[Nms-cgi-devel] TFMail patch for anti-spam and CRLF decoding

SourceForge Headquarters 1320 Columbia Street Suite 310 San Diego, CA 92101 +1 (858) 422-6466

Hello, world!

  I just joined this list last week.  Haven't seen any traffic yet.
Anybody here?

  Below is a patch against TFmail 1.38.  It makes the following changes:

1. In submitted form fields, converts &#13;&#10; (encoded CR LF)
sequences into newlines.  Some browsers encode newlines in TEXTAREA
fields.  Before, users would get hard-to-read mess.  Now they get
properly formatted text.  This may break scripts that assume
one-line-per-field, but our submissions go to people, not scripts.

2. Some basic features to counter spam submissions to HTML forms.

  The anti-spam features discard form submissions which trigger spam
detectors.  They controlled by the following new config options:

reject_html: declares form fields which should never contain HTML

trapfield: declares form fields which should never contain anything

spam_redirect: URL to redirect browser to if spam detected

spam_template: file name of template to feed browser if spam detected

spamlog: file name of log for spam detections

  It appears most spam scripts blast HTML into TEXTAREAs, so by
looking for HTML in fields that should never contain it, we can detect
spam.  Likewise, most spam scripts appear to blast something into
every field.  By configuring a "trap field" which should be left
blank, spam can be detected.  CSS can be used to make a trap hidden;
most spam scripts apparently don't parse CSS.

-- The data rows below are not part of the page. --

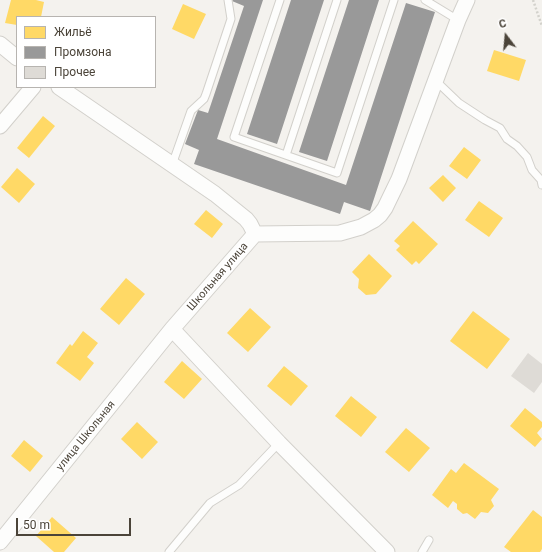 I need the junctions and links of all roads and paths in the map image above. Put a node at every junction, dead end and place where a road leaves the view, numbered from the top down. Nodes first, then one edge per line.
1 (228, 0) edge
2 (280, 0) edge
3 (337, 0) edge
4 (394, 0) edge
5 (425, 0) edge
6 (467, 0) edge
7 (533, 0) edge
8 (458, 20) junction
9 (542, 26) edge
10 (0, 44) edge
11 (16, 57) edge
12 (435, 80) junction
13 (32, 88) edge
14 (60, 88) edge
15 (0, 126) edge
16 (286, 155) junction
17 (172, 165) junction
18 (542, 185) edge
19 (255, 234) junction
20 (172, 329) junction
21 (279, 443) junction
22 (429, 540) dead end
23 (0, 542) edge
24 (168, 552) edge
25 (388, 552) edge
26 (422, 552) edge

1 - 17 lane
2 - 16 lane
3 - 16 lane
4 - 16 lane
5 - 8 lane
6 - 8 street
7 - 9 path
8 - 12 street
10 - 11 street
12 - 18 lane
12 - 19 street
13 - 15 street
14 - 17 street, Школьная улица
17 - 19 street, Школьная улица
19 - 20 street, Школьная улица
20 - 21 street
20 - 23 street, улица Школьная
21 - 24 lane
21 - 25 street
22 - 26 lane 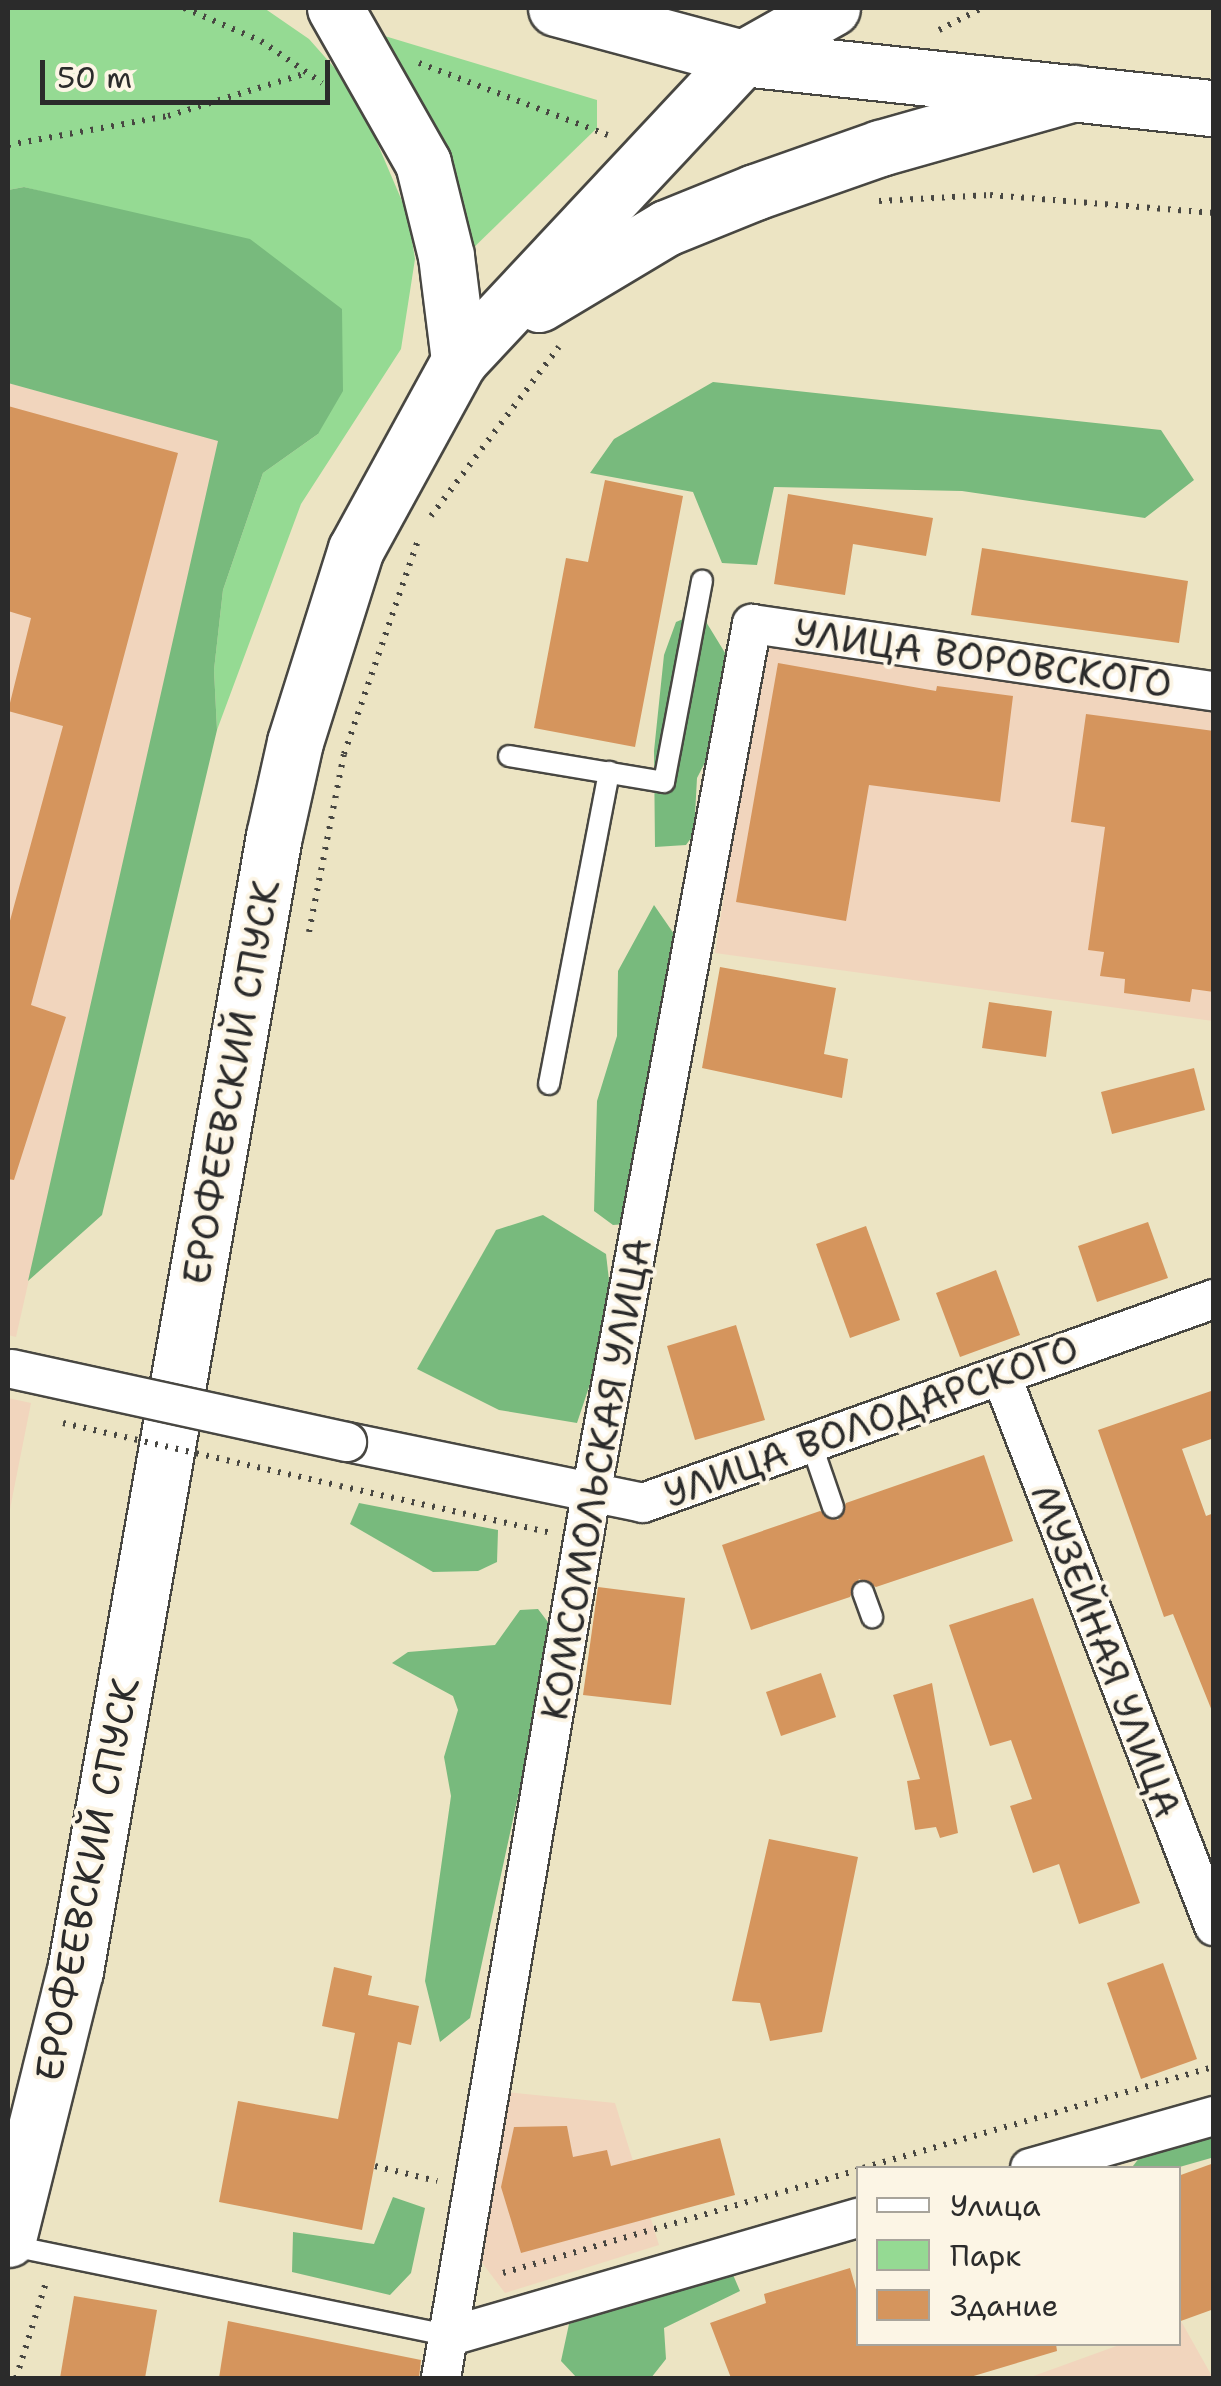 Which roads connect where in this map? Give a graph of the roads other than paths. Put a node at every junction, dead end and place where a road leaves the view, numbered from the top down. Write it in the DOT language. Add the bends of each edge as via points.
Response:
graph roads {
  1 [pos="335,8"];
  2 [pos="556,8"];
  3 [pos="832,8"];
  4 [pos="743,58"];
  5 [pos="1074,94"];
  6 [pos="1214,108"];
  7 [pos="459,361"];
  8 [pos="702,581"];
  9 [pos="752,624"];
  10 [pos="1214,692"];
  11 [pos="508,756"];
  12 [pos="610,772"];
  13 [pos="549,1084"];
  14 [pos="1214,1298"];
  15 [pos="10,1368"];
  16 [pos="1001,1375"];
  17 [pos="811,1442"];
  18 [pos="591,1494"];
  19 [pos="833,1507"];
  20 [pos="864,1592"];
  21 [pos="872,1616"];
  22 [pos="1214,1926"];
  23 [pos="1214,2116"];
  24 [pos="1037,2166"];
  25 [pos="18,2169"];
  26 [pos="856,2219"];
  27 [pos="8,2242"];
  28 [pos="451,2336"];
  29 [pos="441,2378"];
  1 -- 7 [label="main road" via="423,163 446,256"];
  2 -- 4 [label="main road"];
  3 -- 4 [label="main road, ЕРОФЕЕВСКИЙ СПУСК"];
  4 -- 5 [label="main road"];
  4 -- 7 [label="main road, ЕРОФЕЕВСКИЙ СПУСК"];
  5 -- 6 [label="main road"];
  5 -- 7 [label="main road" via="863,154 666,228 592,266"];
  7 -- 25 [label="main road, ЕРОФЕЕВСКИЙ СПУСК" via="356,549 295,742 74,1971"];
  8 -- 12 [label="lane" via="664,782"];
  9 -- 10 [label="street, УЛИЦА ВОРОВСКОГО"];
  9 -- 18 [label="street, КОМСОМОЛЬСКАЯ УЛИЦА"];
  11 -- 12 [label="lane"];
  12 -- 13 [label="lane"];
  14 -- 16 [label="street, УЛИЦА ВОЛОДАРСКОГО"];
  15 -- 18 [label="street, УЛИЦА ВОЛОДАРСКОГО, bridge"];
  16 -- 17 [label="street, УЛИЦА ВОЛОДАРСКОГО"];
  16 -- 22 [label="street, МУЗЕЙНАЯ УЛИЦА"];
  17 -- 18 [label="street, УЛИЦА ВОЛОДАРСКОГО" via="643,1502"];
  17 -- 19 [label="lane"];
  18 -- 28 [label="street, КОМСОМОЛЬСКАЯ УЛИЦА"];
  20 -- 21 [label="lane"];
  23 -- 24 [label="street"];
  25 -- 27 [label="main road, ЕРОФЕЕВСКИЙ СПУСК"];
  26 -- 28 [label="street"];
  27 -- 28 [label="lane"];
  28 -- 29 [label="street, КОМСОМОЛЬСКАЯ УЛИЦА"];
}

  The HTML detection is currently ridiculously simplistic, but it also
appears to be effective for almost all cases.  In fact, I haven't had
a need to employ a trap field yet.

  Response on spam detection is much like response to missing input
for required fields.  You can use an HTML template or redirect to a
URL.  The template is parsed like all the others, so if you want, you
can even have it list what fields triggered.  Useful for debugging.
For real-world use, it's not a good idea to tell spammers what to do
differently.  We use a generic "We could not process your submission.
Please contact blah blah blah." message for that.

  You can optionally log spam detections to a log file.  This could be
used to monitor how many spam attempts you're getting.  It also logs
the fields which triggered the detection, so you can see if the
spammers are trying different things.  It may also reveal false
positives.

  Hope this helps someone!

-- Ben Scott (AKA bscott, AKA DragonHawk, AKA mailvortex)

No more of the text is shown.